▶ _DATA SECTION_
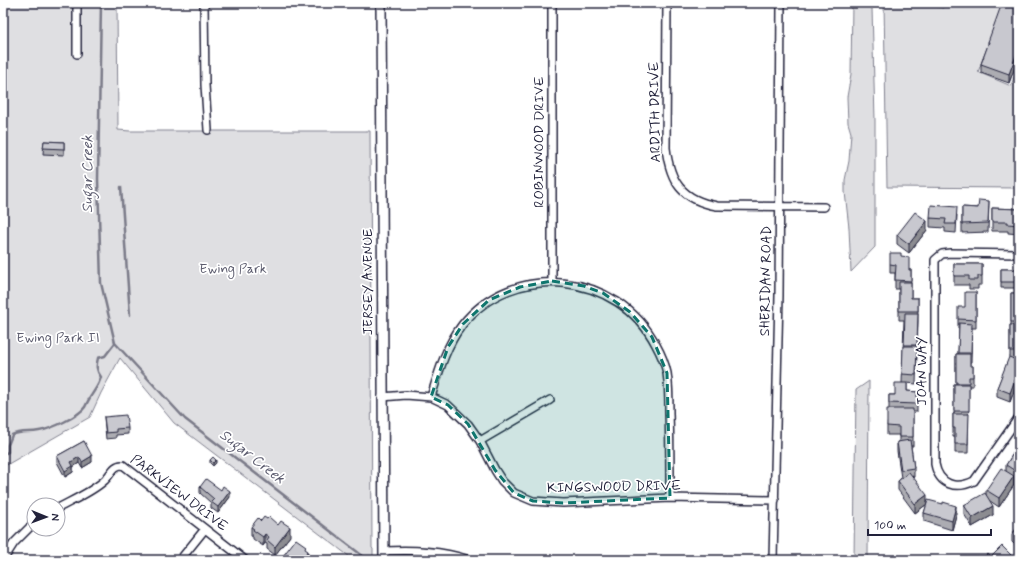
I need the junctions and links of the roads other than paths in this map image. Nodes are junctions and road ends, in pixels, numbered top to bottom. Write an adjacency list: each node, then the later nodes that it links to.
1 (77, 3): 7 (street)
2 (204, 3): 8 (street)
3 (381, 3): 13 (street, JERSEY AVENUE)
4 (552, 3): 12 (street, ROBINWOOD DRIVE)
5 (667, 3): 9 (street, ARDITH DRIVE)
6 (781, 3): 9 (street, SHERIDAN ROAD)
7 (77, 54)
8 (208, 130)
9 (779, 206): 10 (street, ARDITH DRIVE); 19 (street, SHERIDAN ROAD)
10 (824, 207)
11 (1019, 254): 16 (street, JOAN WAY)
12 (552, 281): 14 (street); 18 (street)
13 (382, 396): 14 (street, KINGSWOOD DRIVE); 23 (street, JERSEY AVENUE)
14 (431, 396): 17 (street, KINGSWOOD DRIVE)
15 (550, 400): 17 (street)
16 (1019, 417)
17 (480, 441): 18 (street, KINGSWOOD DRIVE)
18 (670, 498): 19 (street, KINGSWOOD DRIVE)
19 (775, 500): 28 (street, SHERIDAN ROAD)
20 (66, 504): 21 (street, PARKVIEW DRIVE)
21 (205, 529): 25 (street); 26 (street, PARKVIEW DRIVE)
22 (26, 531): 24 (street)
23 (384, 556): 27 (street)
24 (3, 560)
25 (180, 560)
26 (245, 560)
27 (469, 560)
28 (773, 560)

▶ _WHAT IS REQUIRED_
Exclude the pictures and give back the rest of the data above exactly as written.

▶ _RESPONSE TO THIS TASK_
I need the junctions and links of the roads other than paths in this map image. Nodes are junctions and road ends, in pixels, numbered top to bottom. Write an adjacency list: each node, then the later nodes that it links to.
1 (77, 3): 7 (street)
2 (204, 3): 8 (street)
3 (381, 3): 13 (street, JERSEY AVENUE)
4 (552, 3): 12 (street, ROBINWOOD DRIVE)
5 (667, 3): 9 (street, ARDITH DRIVE)
6 (781, 3): 9 (street, SHERIDAN ROAD)
7 (77, 54)
8 (208, 130)
9 (779, 206): 10 (street, ARDITH DRIVE); 19 (street, SHERIDAN ROAD)
10 (824, 207)
11 (1019, 254): 16 (street, JOAN WAY)
12 (552, 281): 14 (street); 18 (street)
13 (382, 396): 14 (street, KINGSWOOD DRIVE); 23 (street, JERSEY AVENUE)
14 (431, 396): 17 (street, KINGSWOOD DRIVE)
15 (550, 400): 17 (street)
16 (1019, 417)
17 (480, 441): 18 (street, KINGSWOOD DRIVE)
18 (670, 498): 19 (street, KINGSWOOD DRIVE)
19 (775, 500): 28 (street, SHERIDAN ROAD)
20 (66, 504): 21 (street, PARKVIEW DRIVE)
21 (205, 529): 25 (street); 26 (street, PARKVIEW DRIVE)
22 (26, 531): 24 (street)
23 (384, 556): 27 (street)
24 (3, 560)
25 (180, 560)
26 (245, 560)
27 (469, 560)
28 (773, 560)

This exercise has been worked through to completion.